Spécificités stylistiques
Le génie de Wei Zhuang réside dans sa capacité à exprimer la douleur la plus profonde par les mots les plus simples. Il maîtrise l'art de l'antiphrase, cachant le désespoir sous des apparences joyeuses. Structurellement, le poème suit une progression rigoureuse : exposition, développement, tournant, conclusion. Les images du vin, de la nuit printanière et des rires prennent une double signification, enrichissant la puissance expressive de l'œuvre.
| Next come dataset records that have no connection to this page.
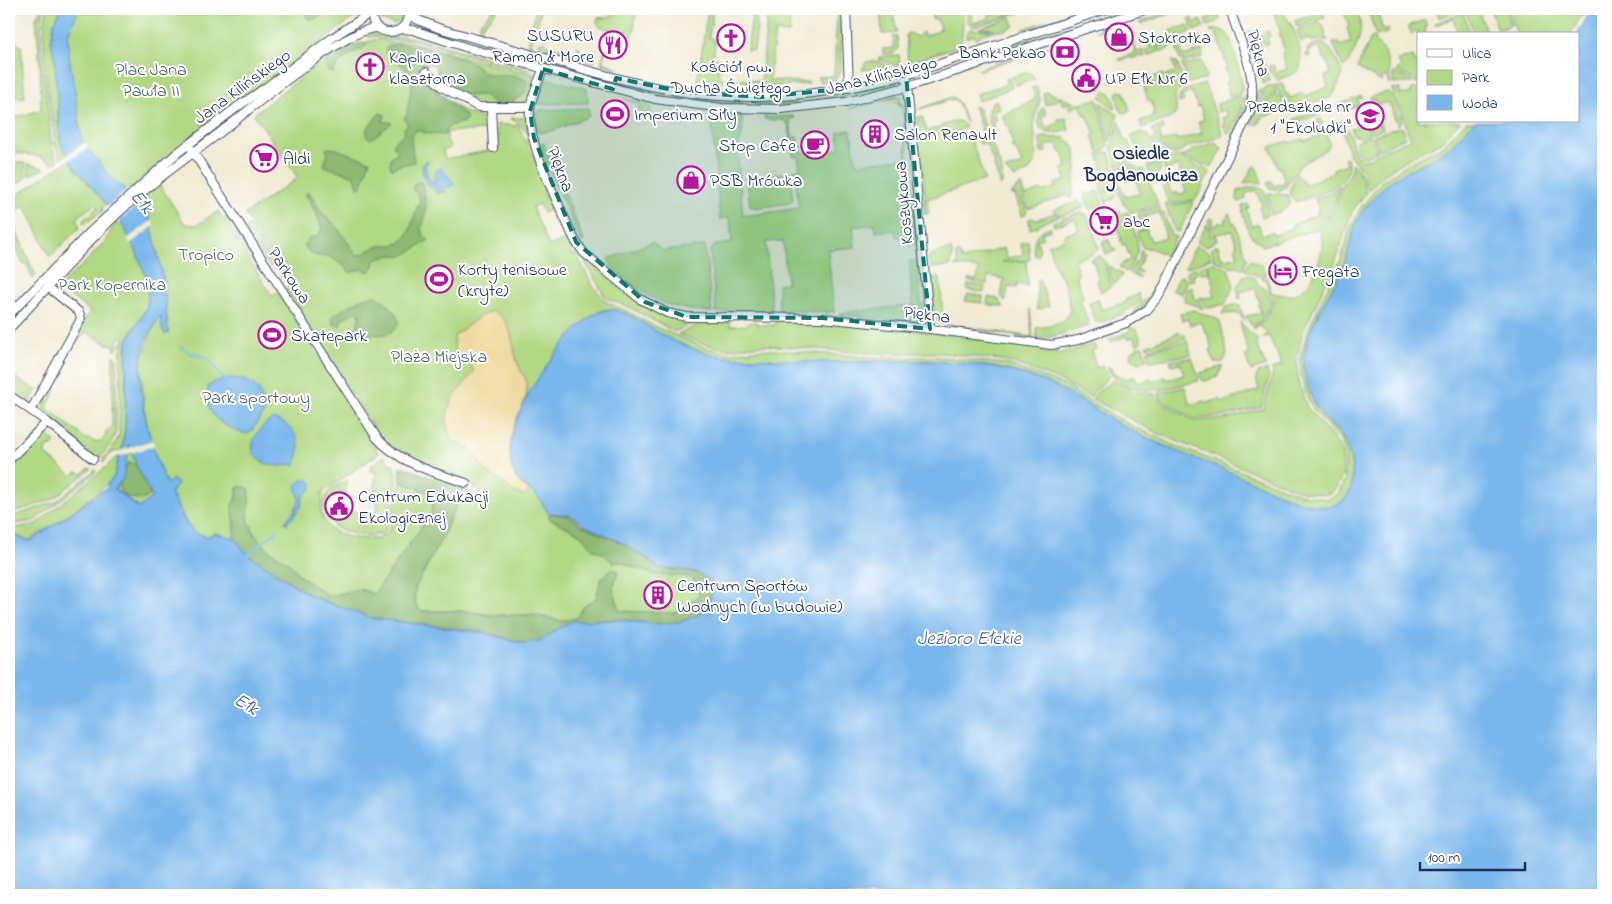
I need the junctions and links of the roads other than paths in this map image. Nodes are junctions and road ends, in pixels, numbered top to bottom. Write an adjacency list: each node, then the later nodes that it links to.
1 (372, 9): 7 (street); 18 (street, Jana Kilińskiego)
2 (846, 9): 14 (street)
3 (1107, 9): 11 (street, Jana Kilińskiego)
4 (1147, 9): 13 (street, Jana Kilińskiego)
5 (1230, 9): 26 (street, Piękna)
6 (408, 11): 8 (street); 12 (street, Jana Kilińskiego)
7 (377, 28): 8 (street, Jana Kilińskiego); 20 (street, Jana Kilińskiego)
8 (401, 29): 9 (street, Jana Kilińskiego)
9 (543, 69): 15 (street, Jana Kilińskiego); 16 (street, Piękna)
10 (426, 72): 17 (street)
11 (906, 75): 13 (street, Koszykowa); 14 (street, Jana Kilińskiego)
12 (616, 78): 14 (street, Jana Kilińskiego); 15 (street)
13 (907, 87): 15 (street, Jana Kilińskiego); 26 (street, Koszykowa)
14 (849, 88)
15 (613, 89)
16 (530, 107): 17 (street); 26 (street, Piękna)
17 (491, 108): 19 (street)
18 (188, 144): 20 (street, Parkowa); 21 (street, Jana Kilińskiego)
19 (493, 148)
20 (194, 152): 21 (street, Jana Kilińskiego); 32 (street, Parkowa)
21 (136, 194): 22 (street)
22 (111, 216): 23 (street); 24 (street)
23 (48, 287): 25 (street); 28 (street)
24 (9, 315)
25 (9, 329)
26 (930, 329)
27 (9, 395): 28 (street)
28 (31, 410): 29 (street)
29 (47, 422): 30 (street); 31 (street)
30 (93, 459)
31 (9, 460)
32 (466, 484)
Ce style "simple en apparence, profond en réalité" marque un tournant dans la poésie des Tang tardifs, où l'on passe de l'expression directe à la méditation intérieure.
Éclairages
Ce poème nous offre bien plus qu'une simple invitation à profiter du moment présent. C'est une méditation douloureuse sur l'impuissance face aux bouleversements historiques et la difficulté de préserver les sentiments dans un monde instable. Face à l'inconstance du destin et à la froideur des relations humaines, pouvons-nous, comme Wei Zhuang, préserver une certaine chaleur humaine tout en gardant une lucidité douloureuse ? Si nous ne pouvons échapper à l'incertitude du "lendemain", nous pouvons au moins, dans ces moments de "vin profond et d'affection sincère", chérir les êtres proches et les instants présents - ne serait-ce que pour apaiser, le temps d'une nuit, la solitude d'une vie.
Traducteur de poésie
Xu Yuanchong(许渊冲)
À propos du poète
Wei Zhuang (韦庄), vers 836 - 910 après J.-C., était originaire de Xi'an, dans la province de Shaanxi. Il a écrit plus de cinquante poèmes et était un poète représentatif de l'« école de la chambre des fleurs », aux côtés de Wen Tingyun.